Pre-eclampsia and growth retardation have a common origin in the spiral arteries of the placenta through which the foetus receives its oxygen and nutrition. As in the coronary arteries in heart disease, the spiral arteries become narrowed by clots, greatly reducing the flow of blood to the foetus. The rationale for aspirin in such cases is exactly the same as for coronary artery disease.
In 1990 Professor H C S Wallenberg, of Rotterdam, reviewed the results of four trials in 122 women given aspirin for pre-eclampsia. It significantly lowered their high blood pressure, reduced their kidney damage, reduced their need for Caesarean section, and reduced the numbers of births before 37 weeks.
His results led to CLASP - the Collaborative Low Dose aspirin Study in Pregnancy - which compared aspirin 60mg per day with placebo for the prevention and early treatment of pre-eclampsia.
CLASP involved 9,364 women taking this dose of aspirin or placebo from the 12th-13th weeks of pregnancy onwards, 74% of whom were at increased risk of pre-eclampsia and 12% of whom had early signs of pre-eclampsia. Twelve per cent were included because they were at high risk of foetal growth retardation, and 7% already had signs of such retardation.
Although the aspirin treatment was linked in each group with better results than those with placebo, the results were slightly disappointing. aspirin gave a reduction in the odds of occurrence of pre-eclampsia of 13% overall, although it was greater if the treatment was started before the 20th gestational week.
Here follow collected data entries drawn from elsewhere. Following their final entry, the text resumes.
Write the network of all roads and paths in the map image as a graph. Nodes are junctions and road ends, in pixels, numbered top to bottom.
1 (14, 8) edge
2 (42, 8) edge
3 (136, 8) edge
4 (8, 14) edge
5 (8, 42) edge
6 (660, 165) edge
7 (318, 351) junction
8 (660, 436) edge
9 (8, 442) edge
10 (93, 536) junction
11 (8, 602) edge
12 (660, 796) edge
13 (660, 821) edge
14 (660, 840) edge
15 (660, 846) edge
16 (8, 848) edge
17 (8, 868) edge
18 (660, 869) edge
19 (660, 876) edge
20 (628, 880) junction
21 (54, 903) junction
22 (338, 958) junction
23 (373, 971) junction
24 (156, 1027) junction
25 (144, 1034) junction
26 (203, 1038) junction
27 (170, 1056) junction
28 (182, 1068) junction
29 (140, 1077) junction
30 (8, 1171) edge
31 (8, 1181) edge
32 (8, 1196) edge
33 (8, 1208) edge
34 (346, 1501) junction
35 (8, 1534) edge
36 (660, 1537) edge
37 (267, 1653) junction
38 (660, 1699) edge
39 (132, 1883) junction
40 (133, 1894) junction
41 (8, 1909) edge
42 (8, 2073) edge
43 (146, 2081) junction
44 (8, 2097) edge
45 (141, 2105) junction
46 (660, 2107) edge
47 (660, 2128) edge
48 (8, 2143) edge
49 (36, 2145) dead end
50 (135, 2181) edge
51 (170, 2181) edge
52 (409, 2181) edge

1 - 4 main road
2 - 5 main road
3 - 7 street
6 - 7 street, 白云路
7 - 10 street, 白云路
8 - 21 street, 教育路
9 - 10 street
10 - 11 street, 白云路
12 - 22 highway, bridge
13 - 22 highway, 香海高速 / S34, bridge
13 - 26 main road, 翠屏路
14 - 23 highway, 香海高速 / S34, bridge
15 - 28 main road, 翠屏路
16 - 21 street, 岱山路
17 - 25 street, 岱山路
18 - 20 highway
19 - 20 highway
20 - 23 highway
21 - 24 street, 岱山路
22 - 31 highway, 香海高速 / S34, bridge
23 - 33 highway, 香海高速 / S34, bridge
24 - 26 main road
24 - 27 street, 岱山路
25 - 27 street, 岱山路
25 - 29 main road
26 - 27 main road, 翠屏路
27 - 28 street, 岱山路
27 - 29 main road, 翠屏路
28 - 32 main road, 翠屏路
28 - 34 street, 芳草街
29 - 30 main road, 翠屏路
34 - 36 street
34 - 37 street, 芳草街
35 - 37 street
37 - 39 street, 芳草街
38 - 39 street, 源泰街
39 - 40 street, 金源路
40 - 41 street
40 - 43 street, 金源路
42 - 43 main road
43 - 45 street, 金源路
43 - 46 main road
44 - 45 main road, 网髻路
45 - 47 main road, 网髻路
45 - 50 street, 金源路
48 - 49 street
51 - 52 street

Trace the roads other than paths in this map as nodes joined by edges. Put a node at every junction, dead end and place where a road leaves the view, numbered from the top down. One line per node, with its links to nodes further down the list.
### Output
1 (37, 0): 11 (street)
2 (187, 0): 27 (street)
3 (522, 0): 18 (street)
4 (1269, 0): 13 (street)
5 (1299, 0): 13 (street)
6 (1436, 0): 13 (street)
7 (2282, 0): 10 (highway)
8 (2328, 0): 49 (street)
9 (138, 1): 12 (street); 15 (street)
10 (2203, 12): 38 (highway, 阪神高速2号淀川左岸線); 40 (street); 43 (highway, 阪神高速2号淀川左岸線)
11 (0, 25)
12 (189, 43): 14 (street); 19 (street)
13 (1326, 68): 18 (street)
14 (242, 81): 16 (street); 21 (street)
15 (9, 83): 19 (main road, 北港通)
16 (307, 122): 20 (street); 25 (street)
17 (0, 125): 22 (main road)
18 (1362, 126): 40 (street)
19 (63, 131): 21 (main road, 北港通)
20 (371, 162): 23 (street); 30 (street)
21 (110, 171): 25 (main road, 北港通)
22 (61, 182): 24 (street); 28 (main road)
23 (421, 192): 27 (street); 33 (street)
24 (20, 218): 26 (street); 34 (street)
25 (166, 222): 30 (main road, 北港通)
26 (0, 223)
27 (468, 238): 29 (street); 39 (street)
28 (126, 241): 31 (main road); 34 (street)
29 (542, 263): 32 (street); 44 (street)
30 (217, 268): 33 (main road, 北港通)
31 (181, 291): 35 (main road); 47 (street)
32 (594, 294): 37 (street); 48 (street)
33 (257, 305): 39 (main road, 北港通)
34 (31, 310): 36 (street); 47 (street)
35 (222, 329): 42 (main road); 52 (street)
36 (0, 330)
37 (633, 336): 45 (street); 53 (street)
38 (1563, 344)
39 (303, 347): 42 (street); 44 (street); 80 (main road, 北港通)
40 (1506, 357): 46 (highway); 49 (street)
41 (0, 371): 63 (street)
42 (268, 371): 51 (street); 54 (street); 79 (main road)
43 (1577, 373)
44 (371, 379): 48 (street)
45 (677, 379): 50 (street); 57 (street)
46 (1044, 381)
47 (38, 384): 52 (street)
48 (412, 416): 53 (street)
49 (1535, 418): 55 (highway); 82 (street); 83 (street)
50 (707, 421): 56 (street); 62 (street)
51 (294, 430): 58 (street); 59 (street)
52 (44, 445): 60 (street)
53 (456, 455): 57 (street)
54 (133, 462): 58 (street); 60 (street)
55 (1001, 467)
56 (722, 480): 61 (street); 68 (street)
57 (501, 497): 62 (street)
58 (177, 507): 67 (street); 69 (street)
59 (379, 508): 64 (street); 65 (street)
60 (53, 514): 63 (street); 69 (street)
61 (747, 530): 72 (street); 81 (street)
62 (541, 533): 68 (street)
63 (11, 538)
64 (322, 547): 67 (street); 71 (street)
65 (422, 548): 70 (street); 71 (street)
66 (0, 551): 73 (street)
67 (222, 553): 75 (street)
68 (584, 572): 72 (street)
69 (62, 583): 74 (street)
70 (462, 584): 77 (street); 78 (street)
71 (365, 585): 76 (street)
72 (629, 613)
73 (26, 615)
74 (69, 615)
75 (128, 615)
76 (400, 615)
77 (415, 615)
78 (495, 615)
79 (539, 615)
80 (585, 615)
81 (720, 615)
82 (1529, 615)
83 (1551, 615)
As for foetal growth retardation, aspirin treatment reduced it by 20%: there was an 11% reduction in its development when it was used to prevent it. None of these differences was statistically significant.
What was statistically different was a 12% reduction in premature delivery. There was also less pre-eclampsia early in pregnancy: when it did develop on aspirin treatment it developed later, which was safer for both mother and baby. The perinatal mortality (infants dying in the first week of life) in patients given aspirin for pre-eclampsia with and without foetal growth retardation was 5.3%, half that of those given placebo (10.6%). However, aspirin proved to be of no value once pre-eclampsia or foetal growth retardation was established.
There were no differences between the two treatment groups in their side effects: fears that aspirin might cause excess bleeding in pregnancy were dispelled by the trial: the proportion of women with abnormal prenatal, perinatal and postnatal bleeding was the same in the two groups.
Professor Wallenberg explained the relatively low benefits on the fact that the women chosen for the trial were at relatively low risk of developing pre-eclampsia or growth retardation. The doctors doing the trials were so convinced beforehand that the drug worked that they would not put high risk patients into the placebo-controlled trial!
He now advises that pregnant women be told that aspirin has a moderate effect in preventing toxaemia in women at low risk and a marked effect in women at high risk. The latter includes women who have had pre-eclampsia in a previous pregnancy, particularly before the 12th week. They also include women with kidney disease, high blood pressure, systemic lupus erythematosus, or insulin-dependent diabetes, or who have had a sister or mother with pre-eclampsia.